If this is the case, gardens aren’t necessarily going to be an important source of floral resources across all years. In a good year, there should be other plants in bloom in the greater landscape that bees can use. But in a hot, dry year, gardens may become an even more important refuge for bees. Most gardeners provide irrigation, which extends the bloom season beyond what is natural in the valley. Or, gardeners select plants that can prosper and bloom without supplemental irrigation, such as goldenrod or Douglas aster. It’s important to note that, even in the hot, dry weather of 2018, we still collected more bees from gardens that used drip irrigation, rather than overhead sprinklers. I think that the overhead irrigation physically blocks bees from navigating through a garden, which lessens their abundance and diversity.

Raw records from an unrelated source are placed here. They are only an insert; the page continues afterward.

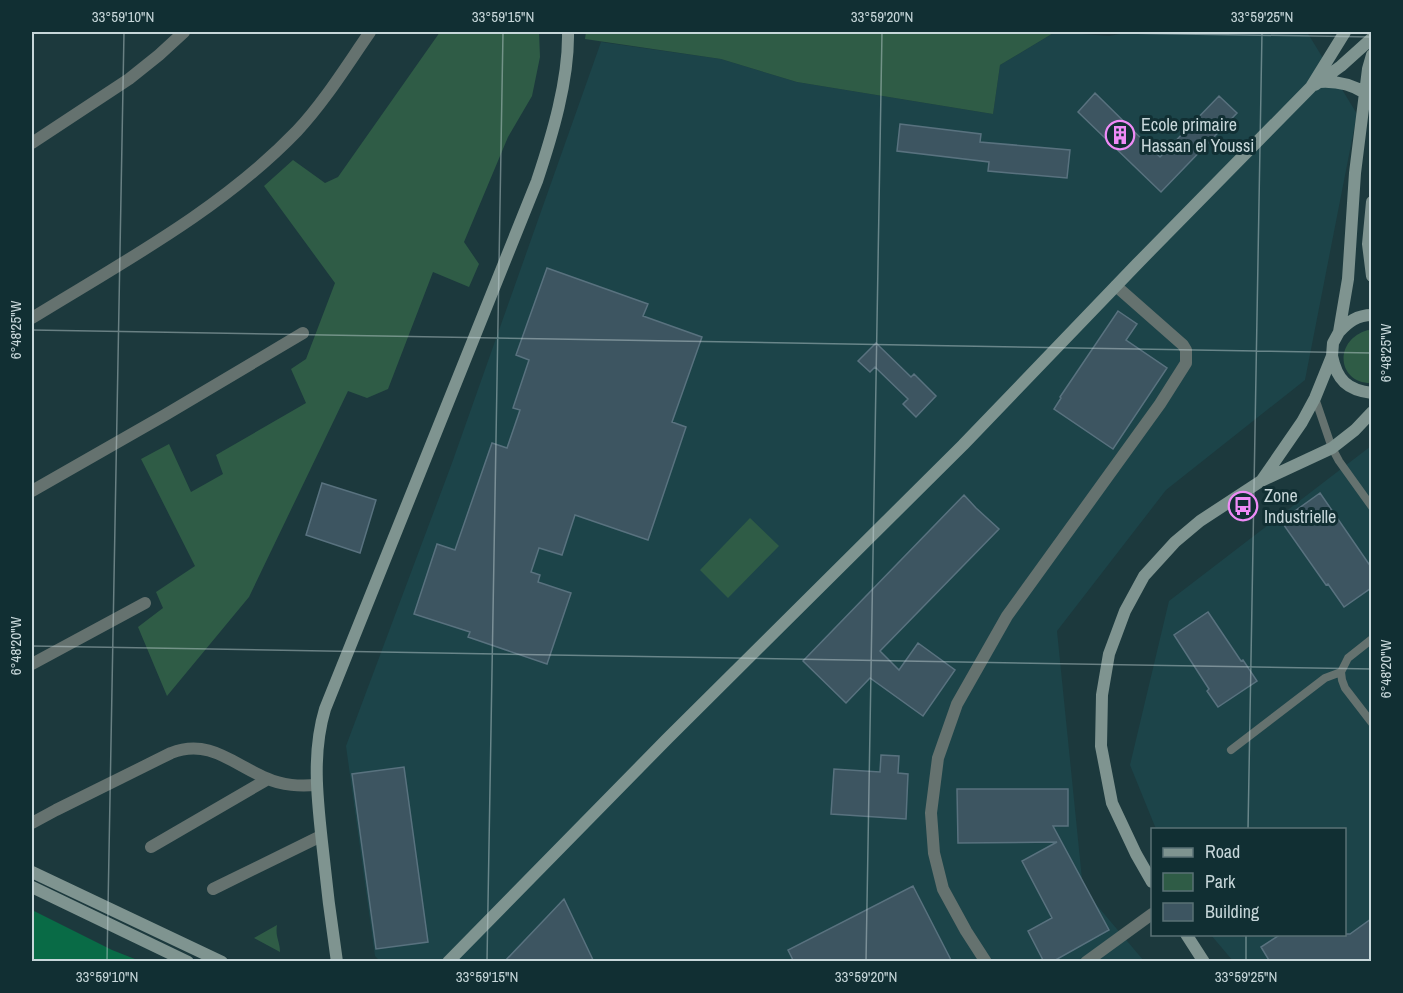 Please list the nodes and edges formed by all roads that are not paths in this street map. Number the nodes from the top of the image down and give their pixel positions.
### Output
1 (184, 32) edge
2 (370, 32) edge
3 (568, 32) edge
4 (1345, 32) edge
5 (1360, 32) edge
6 (1371, 39) edge
7 (1371, 56) edge
8 (1316, 85) junction
9 (1365, 93) junction
10 (32, 143) edge
11 (1371, 202) edge
12 (1371, 276) edge
13 (1116, 286) junction
14 (1371, 315) edge
15 (32, 318) edge
16 (1338, 332) junction
17 (303, 333) dead end
18 (1332, 356) junction
19 (1371, 393) edge
20 (1315, 398) junction
21 (1371, 412) edge
22 (1332, 448) junction
23 (1261, 481) junction
24 (32, 491) edge
25 (1371, 507) edge
26 (145, 603) dead end
27 (1371, 639) edge
28 (32, 664) edge
29 (1341, 672) junction
30 (1371, 723) edge
31 (1231, 750) dead end
32 (268, 779) junction
33 (317, 785) junction
34 (32, 823) edge
35 (321, 836) junction
36 (151, 847) dead end
37 (32, 872) edge
38 (1151, 880) edge
39 (32, 887) edge
40 (213, 889) dead end
41 (1151, 915) edge
42 (1187, 936) edge
43 (188, 962) edge
44 (222, 962) edge
45 (337, 962) edge
46 (447, 962) edge
47 (986, 962) edge
48 (1086, 962) edge
49 (1204, 962) edge

1 - 10 street
2 - 15 street
3 - 33 street
4 - 8 street
5 - 6 street
6 - 8 street
7 - 9 street
8 - 9 street
8 - 13 street
9 - 16 street
11 - 12 street
13 - 46 street
13 - 47 street
14 - 16 street
16 - 18 street
17 - 24 street
18 - 19 street
18 - 20 street
20 - 22 lane
20 - 23 street
21 - 22 street
22 - 23 street
22 - 25 lane
23 - 38 street
26 - 28 street
27 - 29 lane
29 - 30 lane
29 - 31 lane
32 - 33 street
32 - 34 street
32 - 36 street
33 - 35 street
35 - 40 street
35 - 45 street
37 - 44 street
39 - 43 street
41 - 48 street
42 - 49 street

Ultimately, I hope that our studies can lead us to a more predictive model of the resource value of home gardens to pollinators. The goal isn’t necessarily to understand what gardeners should do to attract pollinators, but to describe the conditions where gardens become increasingly important to pollinator conservation. In addition, I’d love to describe the value of gardens, relative to other habitat types, to pollinators. And finally, I hope to better understand the direction and movement of pollinators between gardens and other habitat types.